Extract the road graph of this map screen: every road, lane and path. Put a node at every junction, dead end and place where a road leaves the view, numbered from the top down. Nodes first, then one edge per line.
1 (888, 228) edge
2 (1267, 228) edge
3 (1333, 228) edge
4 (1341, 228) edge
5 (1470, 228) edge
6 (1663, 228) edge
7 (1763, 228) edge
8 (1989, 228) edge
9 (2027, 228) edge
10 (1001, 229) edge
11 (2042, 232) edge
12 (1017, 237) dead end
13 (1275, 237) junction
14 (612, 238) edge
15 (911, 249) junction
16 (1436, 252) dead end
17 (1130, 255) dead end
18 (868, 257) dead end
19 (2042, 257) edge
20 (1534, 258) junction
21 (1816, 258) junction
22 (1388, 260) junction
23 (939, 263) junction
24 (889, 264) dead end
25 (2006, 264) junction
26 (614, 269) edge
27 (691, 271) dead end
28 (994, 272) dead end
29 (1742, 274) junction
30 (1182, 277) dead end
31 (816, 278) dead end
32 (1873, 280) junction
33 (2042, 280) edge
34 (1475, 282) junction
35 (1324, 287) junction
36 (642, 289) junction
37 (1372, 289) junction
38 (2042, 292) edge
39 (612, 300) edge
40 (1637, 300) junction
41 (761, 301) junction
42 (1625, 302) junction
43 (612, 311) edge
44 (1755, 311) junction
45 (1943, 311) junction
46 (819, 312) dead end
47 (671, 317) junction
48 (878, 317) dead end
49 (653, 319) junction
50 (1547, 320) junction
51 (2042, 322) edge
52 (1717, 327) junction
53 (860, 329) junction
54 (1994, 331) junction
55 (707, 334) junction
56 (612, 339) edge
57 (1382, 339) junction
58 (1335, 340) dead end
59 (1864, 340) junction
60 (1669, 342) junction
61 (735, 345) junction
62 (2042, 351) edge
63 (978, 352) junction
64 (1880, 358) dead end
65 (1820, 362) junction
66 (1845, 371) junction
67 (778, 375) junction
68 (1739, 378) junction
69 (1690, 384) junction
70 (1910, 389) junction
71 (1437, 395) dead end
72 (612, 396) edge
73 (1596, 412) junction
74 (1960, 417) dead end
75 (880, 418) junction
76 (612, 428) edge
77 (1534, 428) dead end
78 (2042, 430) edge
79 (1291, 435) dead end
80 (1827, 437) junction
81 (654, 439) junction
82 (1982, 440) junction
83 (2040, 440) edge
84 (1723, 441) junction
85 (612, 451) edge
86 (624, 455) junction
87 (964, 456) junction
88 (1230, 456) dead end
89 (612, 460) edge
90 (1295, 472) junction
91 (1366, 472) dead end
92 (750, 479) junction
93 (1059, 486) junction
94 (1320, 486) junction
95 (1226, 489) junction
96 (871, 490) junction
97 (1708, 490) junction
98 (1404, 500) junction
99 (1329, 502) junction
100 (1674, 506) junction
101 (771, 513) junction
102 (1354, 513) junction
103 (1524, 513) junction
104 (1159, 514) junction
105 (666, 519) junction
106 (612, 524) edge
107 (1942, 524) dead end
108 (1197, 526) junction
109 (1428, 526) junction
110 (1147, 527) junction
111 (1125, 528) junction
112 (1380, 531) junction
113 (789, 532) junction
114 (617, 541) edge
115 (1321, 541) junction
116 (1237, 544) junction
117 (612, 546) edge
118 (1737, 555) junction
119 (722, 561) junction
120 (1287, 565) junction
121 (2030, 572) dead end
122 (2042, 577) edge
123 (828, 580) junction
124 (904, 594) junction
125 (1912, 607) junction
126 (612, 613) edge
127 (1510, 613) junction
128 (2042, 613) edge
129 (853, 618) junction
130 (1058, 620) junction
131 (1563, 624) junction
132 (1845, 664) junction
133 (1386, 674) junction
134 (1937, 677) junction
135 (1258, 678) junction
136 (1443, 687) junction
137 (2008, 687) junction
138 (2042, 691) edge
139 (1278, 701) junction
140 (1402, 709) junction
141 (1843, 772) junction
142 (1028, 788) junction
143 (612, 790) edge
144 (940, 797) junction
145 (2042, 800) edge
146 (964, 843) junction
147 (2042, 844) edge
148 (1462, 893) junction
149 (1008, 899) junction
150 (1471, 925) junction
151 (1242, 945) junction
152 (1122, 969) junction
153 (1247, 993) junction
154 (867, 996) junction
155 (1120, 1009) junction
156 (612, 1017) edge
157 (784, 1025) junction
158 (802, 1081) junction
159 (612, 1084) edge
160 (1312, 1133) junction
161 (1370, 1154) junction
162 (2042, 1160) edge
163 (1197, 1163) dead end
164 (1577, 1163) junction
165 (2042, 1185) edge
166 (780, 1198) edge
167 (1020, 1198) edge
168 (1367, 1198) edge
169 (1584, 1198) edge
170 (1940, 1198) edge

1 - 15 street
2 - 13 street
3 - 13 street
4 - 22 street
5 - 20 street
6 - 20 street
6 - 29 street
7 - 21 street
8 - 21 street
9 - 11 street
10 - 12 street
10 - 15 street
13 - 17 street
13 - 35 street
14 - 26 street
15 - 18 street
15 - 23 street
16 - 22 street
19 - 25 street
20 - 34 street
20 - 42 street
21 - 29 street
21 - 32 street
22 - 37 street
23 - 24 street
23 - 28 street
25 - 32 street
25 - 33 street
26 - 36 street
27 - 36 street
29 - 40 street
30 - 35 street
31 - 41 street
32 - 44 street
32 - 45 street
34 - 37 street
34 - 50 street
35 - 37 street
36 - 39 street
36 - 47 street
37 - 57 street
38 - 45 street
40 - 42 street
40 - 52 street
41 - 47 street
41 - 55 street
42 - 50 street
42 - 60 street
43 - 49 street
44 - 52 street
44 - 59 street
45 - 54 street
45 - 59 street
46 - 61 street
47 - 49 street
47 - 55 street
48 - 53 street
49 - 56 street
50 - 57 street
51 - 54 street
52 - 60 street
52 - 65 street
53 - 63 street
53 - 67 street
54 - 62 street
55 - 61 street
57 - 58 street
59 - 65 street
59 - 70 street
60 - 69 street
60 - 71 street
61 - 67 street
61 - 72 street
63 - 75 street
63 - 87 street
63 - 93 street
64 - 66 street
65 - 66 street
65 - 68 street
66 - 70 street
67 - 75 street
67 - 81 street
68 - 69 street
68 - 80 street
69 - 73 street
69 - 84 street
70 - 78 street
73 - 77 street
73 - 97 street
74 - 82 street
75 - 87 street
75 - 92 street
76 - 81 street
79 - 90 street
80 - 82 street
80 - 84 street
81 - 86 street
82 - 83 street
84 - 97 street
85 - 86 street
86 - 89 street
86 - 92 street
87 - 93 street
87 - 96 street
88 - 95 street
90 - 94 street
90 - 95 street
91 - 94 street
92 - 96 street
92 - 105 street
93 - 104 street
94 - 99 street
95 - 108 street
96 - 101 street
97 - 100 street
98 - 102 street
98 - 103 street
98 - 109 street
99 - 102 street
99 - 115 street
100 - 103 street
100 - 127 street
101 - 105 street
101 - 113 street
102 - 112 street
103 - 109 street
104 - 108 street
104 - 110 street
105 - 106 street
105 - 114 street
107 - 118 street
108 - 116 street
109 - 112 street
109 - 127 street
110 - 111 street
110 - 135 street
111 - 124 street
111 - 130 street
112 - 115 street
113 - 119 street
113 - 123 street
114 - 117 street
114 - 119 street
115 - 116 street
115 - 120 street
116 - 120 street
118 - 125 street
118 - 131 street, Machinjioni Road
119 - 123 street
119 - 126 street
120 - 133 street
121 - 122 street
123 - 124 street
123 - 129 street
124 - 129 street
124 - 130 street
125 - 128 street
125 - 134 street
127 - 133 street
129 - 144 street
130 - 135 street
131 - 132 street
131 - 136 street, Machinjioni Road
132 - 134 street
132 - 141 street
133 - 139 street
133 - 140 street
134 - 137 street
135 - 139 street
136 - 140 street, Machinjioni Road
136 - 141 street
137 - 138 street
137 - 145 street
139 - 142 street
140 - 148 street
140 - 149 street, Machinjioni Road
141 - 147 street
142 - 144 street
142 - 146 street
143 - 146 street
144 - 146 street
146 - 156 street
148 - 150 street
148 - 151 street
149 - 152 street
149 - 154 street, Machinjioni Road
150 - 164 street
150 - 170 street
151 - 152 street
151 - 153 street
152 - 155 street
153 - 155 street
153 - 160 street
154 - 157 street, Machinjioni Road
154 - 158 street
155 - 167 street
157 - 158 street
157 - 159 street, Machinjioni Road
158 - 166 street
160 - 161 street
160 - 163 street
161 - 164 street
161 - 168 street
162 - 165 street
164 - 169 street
______________________________
» **PROBLEM TO WORK ON**:
In the entries above, find each line with the word "Machinjioni" and show it.

» **FINISHED TASK**:
118 - 131 street, Machinjioni Road
131 - 136 street, Machinjioni Road
136 - 140 street, Machinjioni Road
140 - 149 street, Machinjioni Road
149 - 154 street, Machinjioni Road
154 - 157 street, Machinjioni Road
157 - 159 street, Machinjioni Road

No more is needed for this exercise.